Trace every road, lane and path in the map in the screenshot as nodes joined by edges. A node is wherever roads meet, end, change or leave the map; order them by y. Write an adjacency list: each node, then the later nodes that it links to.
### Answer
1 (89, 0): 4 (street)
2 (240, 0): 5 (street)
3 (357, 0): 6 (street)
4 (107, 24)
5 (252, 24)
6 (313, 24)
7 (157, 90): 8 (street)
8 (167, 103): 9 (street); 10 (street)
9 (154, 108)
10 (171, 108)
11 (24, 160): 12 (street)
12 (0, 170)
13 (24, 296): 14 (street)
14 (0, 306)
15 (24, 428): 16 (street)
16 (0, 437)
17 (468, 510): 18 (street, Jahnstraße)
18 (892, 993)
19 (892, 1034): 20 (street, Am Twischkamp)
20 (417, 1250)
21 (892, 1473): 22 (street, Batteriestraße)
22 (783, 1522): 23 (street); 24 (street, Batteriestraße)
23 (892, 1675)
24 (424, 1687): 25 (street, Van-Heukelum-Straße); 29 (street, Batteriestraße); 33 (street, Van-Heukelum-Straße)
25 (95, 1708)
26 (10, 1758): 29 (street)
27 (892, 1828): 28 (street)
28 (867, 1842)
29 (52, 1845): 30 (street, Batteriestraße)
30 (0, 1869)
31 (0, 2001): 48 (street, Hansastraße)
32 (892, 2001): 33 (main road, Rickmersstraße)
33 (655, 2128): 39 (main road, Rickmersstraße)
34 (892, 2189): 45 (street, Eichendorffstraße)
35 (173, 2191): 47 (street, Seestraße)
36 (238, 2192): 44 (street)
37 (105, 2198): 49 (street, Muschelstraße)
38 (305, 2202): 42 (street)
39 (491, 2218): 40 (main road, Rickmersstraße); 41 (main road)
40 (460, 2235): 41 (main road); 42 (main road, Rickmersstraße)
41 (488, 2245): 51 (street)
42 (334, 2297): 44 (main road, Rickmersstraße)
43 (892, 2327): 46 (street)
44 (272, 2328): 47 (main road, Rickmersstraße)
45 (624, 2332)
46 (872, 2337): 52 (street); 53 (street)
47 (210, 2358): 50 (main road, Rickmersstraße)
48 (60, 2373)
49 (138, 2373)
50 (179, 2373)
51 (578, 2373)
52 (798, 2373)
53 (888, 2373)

Your task
Within the entries, how many lines contain the word "main"? Answer with a number alone.

Answer for this exercise
7